Hérault. Des enseignants signent une tribune pour dénoncer l’organisation de débats politiques dans les établissements scolaires.
Devant un possible nouveau débat, et un nouveau déplacement prochainement du personnel politique en place, sur le thème de la laïcité, au lycée Joffre de Montpellier, Audrey Marc professeure d’Histoire et Géographie reste préoccupée par ce genre « d’intrusion du politique dans l’école, » et affirme avec plus d’une vingtaine de signataires : « notre inquiétude, c’est l’importation de conflits extérieurs à l’école, dans l’école. »
Les faits, décembre 2020 : Michaël Delafosse et Kléber Mesquida viennent participer à un débat sur la laïcité, dans l’enceinte de l’école avec la rectrice Sophie Béjean. « La laïcité, c’est ne pas transiger avec ceux qui veulent faire passer la loi de Dieu, au-dessus de la loi des Hommes » expliquait le maire de Montpellier, en décembre dernier, à la suite de ce débat organisé au collège Rimbaud, à l’occasion du 115e anniversaire de la Loi sur la séparation des Églises et de l’État. En mettant le focus sur : « l’intégrisme islamique » pour le définir comme « un des défis qui nous est posé, » Michaël Delafosse affirmera ensuite : « quand on affirme la laïcité, on réussit à se protéger de tout ça. » Pour le Président du département, Kleber Mesquida : « La laïcité oblige, la laïcité protège, ça permet d’accueillir toute personne quelle que soit sa confession […] C’est gommer toutes les différences pour l’acception complète de l’Humanité. »
« L’instituteur à l’école, le curé à l’église, le maire à la mairie »
Janvier 2021, pour Audrey Marc : « il y a autant de visions de la laïcité que de familles politiques en ce moment, » et l’enseignante souligne : « on ne peut pas ouvrir la porte de l’école à tous les élus, si on accepte tel responsable politique, la porte est ouverte à tout le monde, et ça devient un problème sérieux. » Réflexion juste ? Certainement ! Et demain, à ce rythme, le sénateur Jean-Pierre Grand pourrait venir défendre la Loi sécurité globale, et son article 24.

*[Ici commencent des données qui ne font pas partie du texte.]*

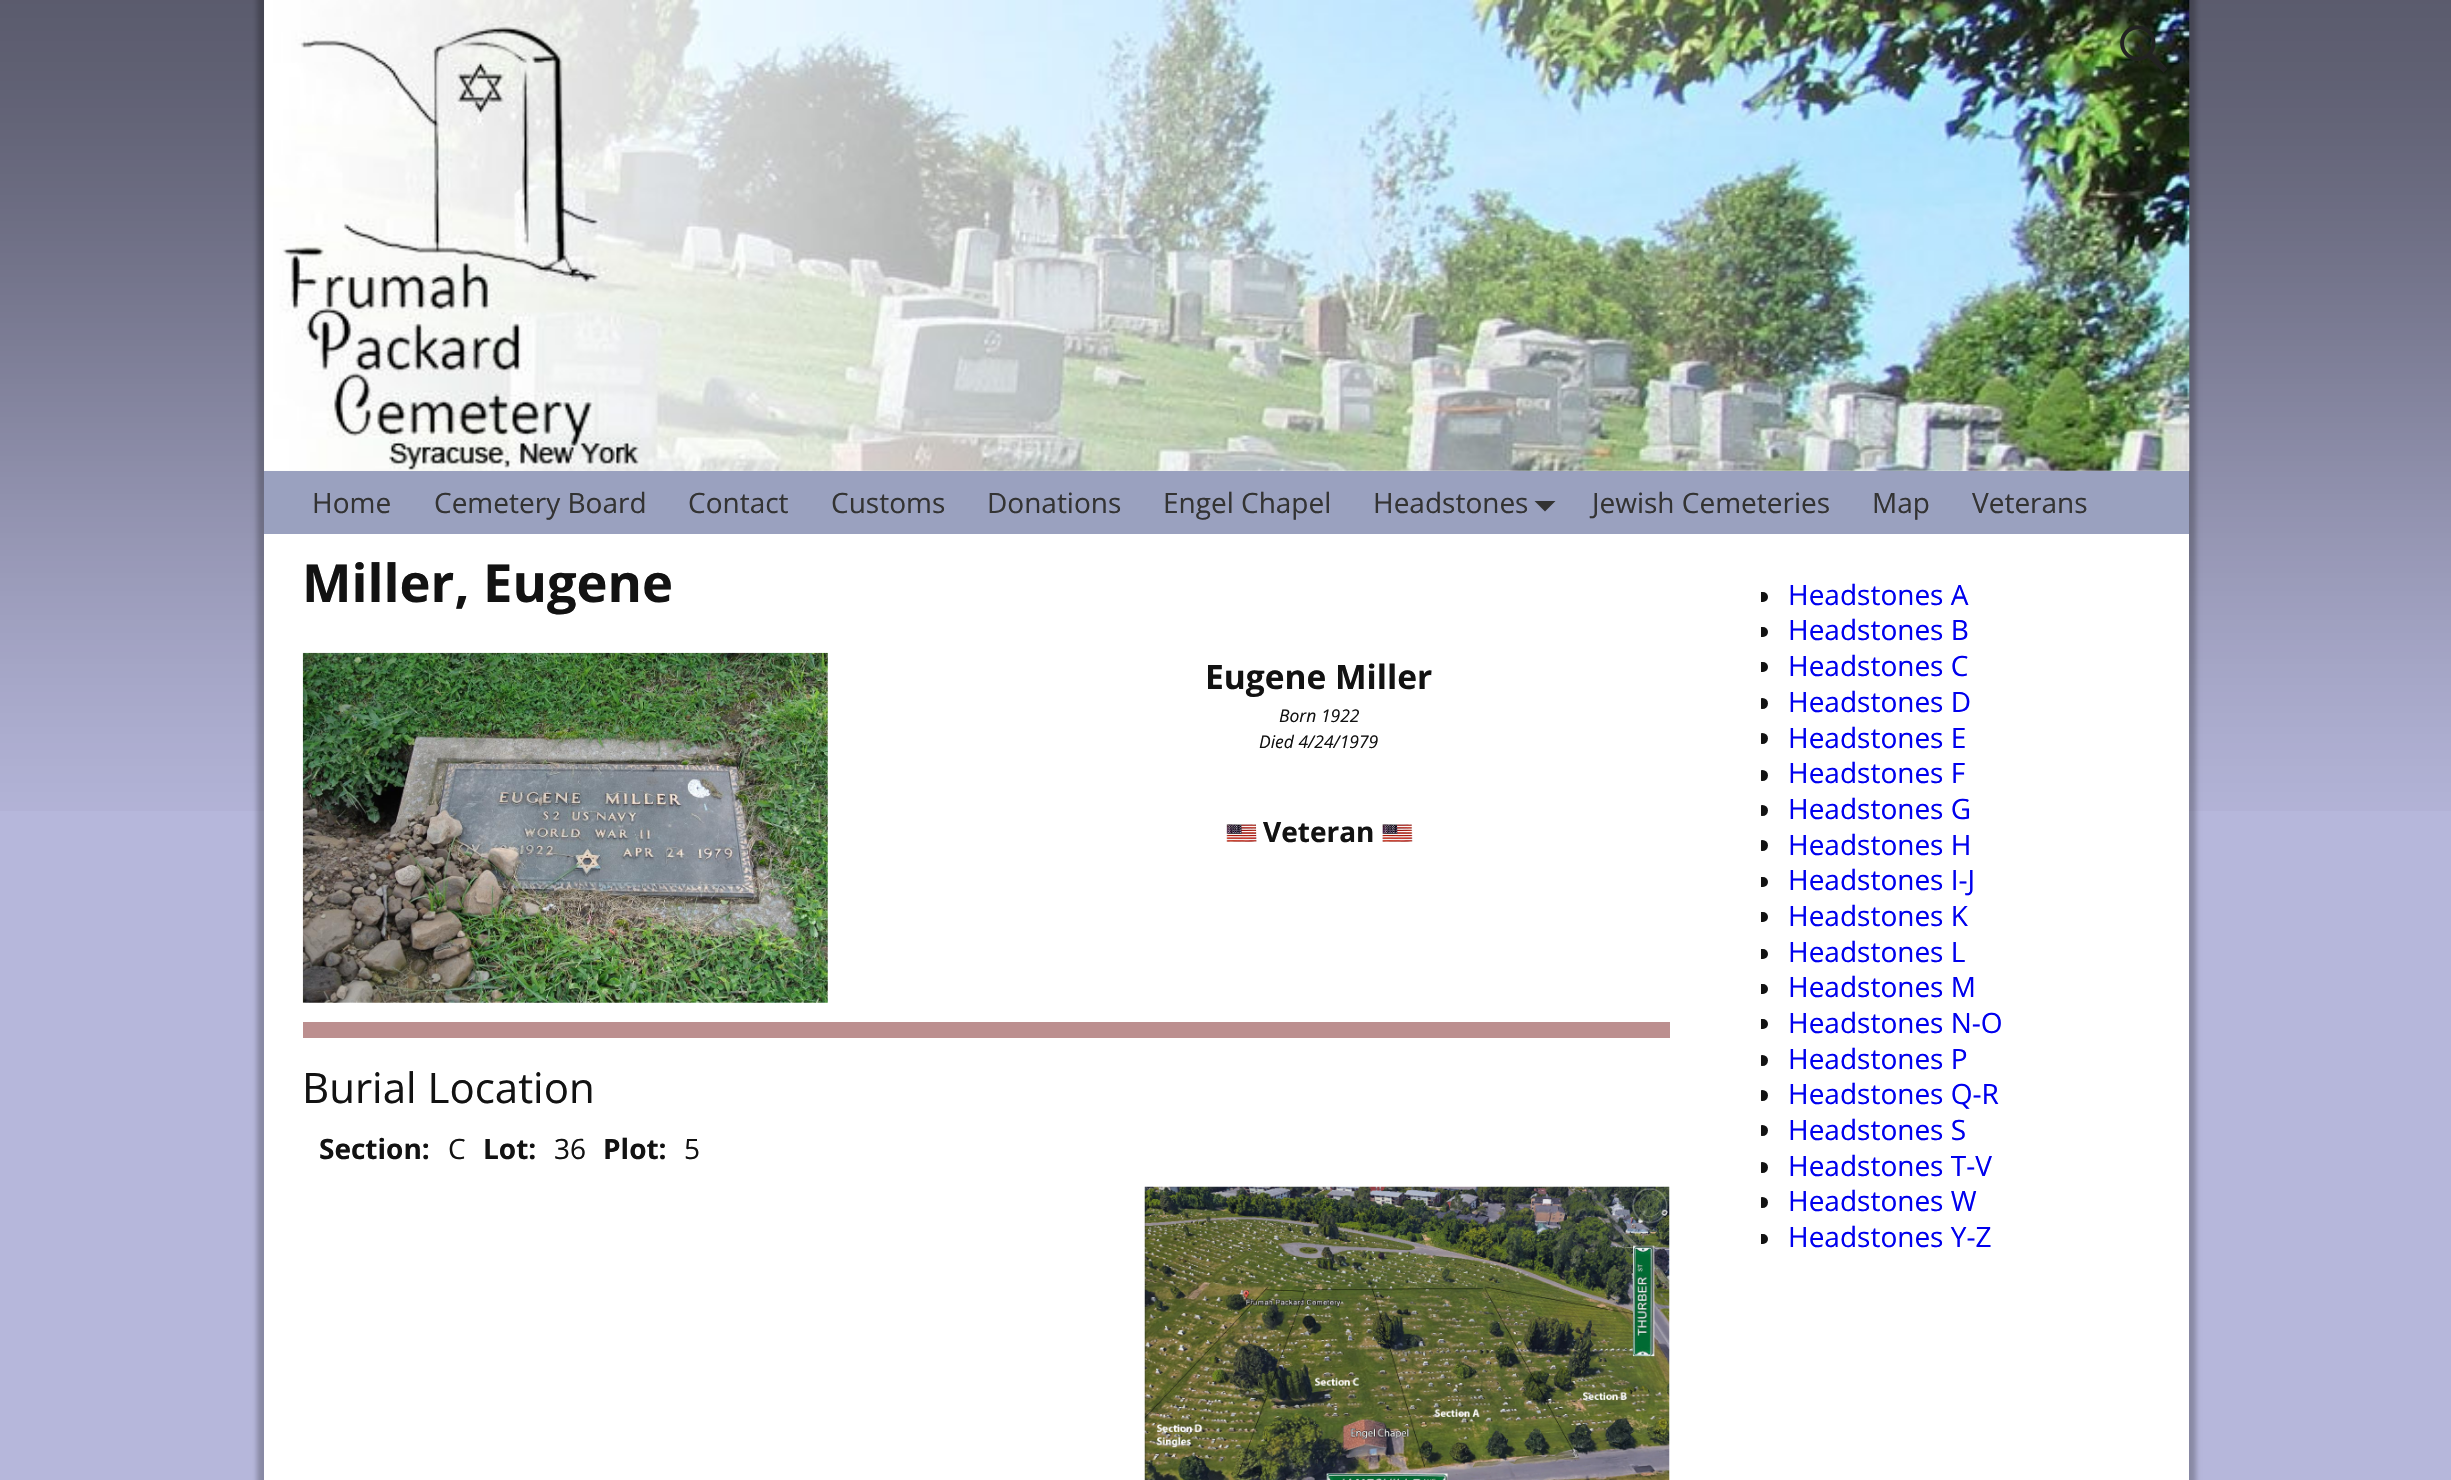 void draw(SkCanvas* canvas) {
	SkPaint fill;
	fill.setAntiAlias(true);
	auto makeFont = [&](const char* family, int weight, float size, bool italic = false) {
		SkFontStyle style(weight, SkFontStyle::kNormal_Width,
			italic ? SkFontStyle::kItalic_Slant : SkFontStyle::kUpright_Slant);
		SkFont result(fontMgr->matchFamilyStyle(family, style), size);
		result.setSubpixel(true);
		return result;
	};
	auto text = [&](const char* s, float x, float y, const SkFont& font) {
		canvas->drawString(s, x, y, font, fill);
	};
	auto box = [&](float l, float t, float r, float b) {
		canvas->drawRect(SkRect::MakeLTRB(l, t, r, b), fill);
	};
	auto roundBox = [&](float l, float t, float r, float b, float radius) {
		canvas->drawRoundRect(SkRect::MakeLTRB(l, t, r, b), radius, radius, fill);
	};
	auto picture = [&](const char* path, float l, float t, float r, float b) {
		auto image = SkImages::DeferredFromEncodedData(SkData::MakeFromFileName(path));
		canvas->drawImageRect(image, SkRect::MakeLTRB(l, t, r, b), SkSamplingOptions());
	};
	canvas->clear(0xFFB6B7DB);
	picture("image0.png", 0, 0, 2451, 811);
	fill.setColor(0x40000000);
	fill.setMaskFilter(SkMaskFilter::MakeBlur(kNormal_SkBlurStyle, 2.5f));
	canvas->drawRect(SkRect::MakeLTRB(257, -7, 2196, 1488), fill);
	fill.setMaskFilter(nullptr);
	fill.setColor(0xFFFFFFFF);
	box(264, 534, 2189, 1480);
	fill.setColor(0xFFF0F0F0);
	box(264, 0, 2189, 471);
	picture("image1.png", 264, 0, 2190, 471);
	picture("image2.png", 2120, 25, 2167, 73);
	fill.setColor(0xFF9AA1BF);
	box(264, 471, 2189, 534);
	fill.setColor(0xFF333333);
	canvas->drawPath(SkPathBuilder().moveTo(1534.5f, 501).lineTo(1555.5f, 501).lineTo(1545, 511.5f).close().detach(), fill);
	picture("image3.png", 302, 652, 828, 1003);
	picture("image4.png", 1226, 824, 1257, 842);
	picture("image5.png", 1382, 824, 1413, 842);
	fill.setColor(0xFFBC8F8F);
	box(303, 1022, 1670, 1038);
	picture("image6.png", 1144, 1186, 1670, 1480);
	canvas->save();
	canvas->clipRect(SkRect::MakeLTRB(1761, 578, 2175, 1255));
	fill.setColor(0xFF121212);
	roundBox(1757, 592, 1768, 602, 5);
	roundBox(1757, 627, 1768, 637, 5);
	roundBox(1757, 662, 1768, 672, 5);
	canvas->drawCircle(1762.5f, 703.5f, 5.5f, fill);
	canvas->drawCircle(1762.5f, 738.5f, 5.5f, fill);
	canvas->drawCircle(1762.5f, 775.5f, 5.5f, fill);
	canvas->drawCircle(1762.5f, 810.5f, 5.5f, fill);
	canvas->drawCircle(1762.5f, 845.5f, 5.5f, fill);
	roundBox(1757, 877, 1768, 887, 5);
	roundBox(1757, 912, 1768, 922, 5);
	roundBox(1757, 949, 1768, 959, 5);
	roundBox(1757, 984, 1768, 994, 5);
	roundBox(1757, 1019, 1768, 1029, 5);
	canvas->drawCircle(1762.5f, 1060.5f, 5.5f, fill);
	canvas->drawCircle(1762.5f, 1095.5f, 5.5f, fill);
	canvas->drawCircle(1762.5f, 1130.5f, 5.5f, fill);
	canvas->drawCircle(1762.5f, 1167.5f, 5.5f, fill);
	canvas->drawCircle(1762.5f, 1202.5f, 5.5f, fill);
	roundBox(1757, 1234, 1768, 1244, 5);
	canvas->restore();
	auto font1 = makeFont("Open Sans", 400, 28);
	fill.setColor(0xFF333333);
	text("Home", 312, 513, font1);
	text("Cemetery Board", 434, 513, font1);
	text("Contact", 688, 513, font1);
	text("Customs", 831, 513, font1);
	text("Donations", 987, 513, font1);
	text("Engel Chapel", 1163, 513, font1);
	text("Headstones", 1373, 513, font1);
	text("Jewish Cemeteries", 1592, 513, font1);
	text("Map", 1872, 513, font1);
	text("Veterans", 1972, 513, font1);
	auto font2 = makeFont("Open Sans", 700, 52.5f);
	fill.setColor(0xFF121212);
	text("Miller, Eugene", 302, 602, font2);
	auto font3 = makeFont("Open Sans", 700, 33.5f);
	text("Eugene Miller", 1205, 689, font3);
	auto font4 = makeFont("Open Sans", 400, 17.5f, true);
	text("Born 1922", 1279, 722, font4);
	text("Died 4/24/1979", 1259, 748, font4);
	auto font5 = makeFont("Open Sans", 700, 28);
	text("Veteran", 1263, 842, font5);
	auto font6 = makeFont("Open Sans", 400, 42);
	text("Burial Location", 302, 1103, font6);
	text("Section:", 319, 1159, font5);
	text("C", 448, 1159, font1);
	text("Lot:", 483, 1159, font5);
	text("36", 554, 1159, font1);
	text("Plot:", 603, 1159, font5);
	text("5", 684, 1159, font1);
	fill.setColor(0xFF0000EE);
	text("Headstones A", 1788, 605, font1);
	text("Headstones B", 1788, 640, font1);
	text("Headstones C", 1788, 676, font1);
	text("Headstones D", 1788, 712, font1);
	text("Headstones E", 1788, 748, font1);
	text("Headstones F", 1788, 783, font1);
	text("Headstones G", 1788, 819, font1);
	text("Headstones H", 1788, 855, font1);
	text("Headstones I-J", 1788, 890, font1);
	text("Headstones K", 1788, 926, font1);
	text("Headstones L", 1788, 962, font1);
	text("Headstones M", 1788, 997, font1);
	text("Headstones N-O", 1788, 1033, font1);
	text("Headstones P", 1788, 1069, font1);
	text("Headstones Q-R", 1788, 1104, font1);
	text("Headstones S", 1788, 1140, font1);
	text("Headstones T-V", 1788, 1176, font1);
	text("Headstones W", 1788, 1211, font1);
	text("Headstones Y-Z", 1788, 1247, font1);
}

Dans leur tribune, les signataires sont clairs : « nous ne souhaitons pas que des maires, de quelque couleur politique qu’ils soient, viennent dans nos établissements pour y développer leur point de vue sur ce que doit être la laïcité ou ce qu’elle ne doit pas être. Si des notions doivent être enseignées, c’est à nous de le faire. Pour les débats politiques, les espaces qui y sont dévolus sont suffisamment vastes, nul besoin de les mener au sein des collèges et des lycées du département. »
Dans son point presse de mercredi 20 janvier 2021, Audrey Marc défend l’importance pour les enseignants de préserver leur indépendance. La professeure d’Histoire et de Géographie rappelle que « la laïcité s’applique à l’État et aux agents de l’État et pas aux associations, » en citant le Président de la Ligue des Droits de l’Homme. Elle note aussi le refus de 350 associations de signer la Charte de la laïcité proposée par la majorité municipale de Montpellier, selon le journal Le Monde. « On voit bien que ce point est conflictuel, » précise Audrey Marc, pour réaffirmer : « faire intervenir Michaël Delafosse sur la laïcité, c’est ouvrir une tribune politique à un élu qui a une opinion. » L’enseignante soutient qu’il n’y pas de “fuite du débat, ni de l’analyse critique,” mais bien la certitude que « la polémique doit rester à l’extérieur de l’école. »
« Un élu, ça reste un militant politique » explique Audrey Marc. Mettant ainsi en avant le souhait de Victor Hugo, comme de Ferdinand Buisson : « L’instituteur à l’école, le curé à l’église, le maire à la mairie. »
Laïcité, et principes républicains : le marketing politique de 2022 ?
De la construction d’un « islam des Lumières » défendu à Mureaux par Emmanuel Macron à un Projet de Loi contre le séparatisme, devenu Projet de Loi confortant les principes républicains, la laïcité est-elle ballotée dans « un storytelling » comme simple outil de marketing politique, pour l’horizon des Présidentielles de 2022 ? Un rendez-vous électoral, avec une nouvelle occasion de théoriser sur la connaissance des besoins des électeurs. Communicants dans les starting-blocks pour déjà annoncer un Rassemblement National au second tour, histoire de minimiser toute autre concurrence.
L’injustice sociale : parent pauvre de l’action politique ? Une injustice sociale transformée en fatalité, en fragilité subie, pour masquer une carence idéologique, voire une inaction systémique. Alors, quoi de mieux pour la droite et son extrême, d’agiter l’insécurité, et pour la gauche et son centre d’agiter l’étendard de la laïcité pour les prochains rounds électoraux.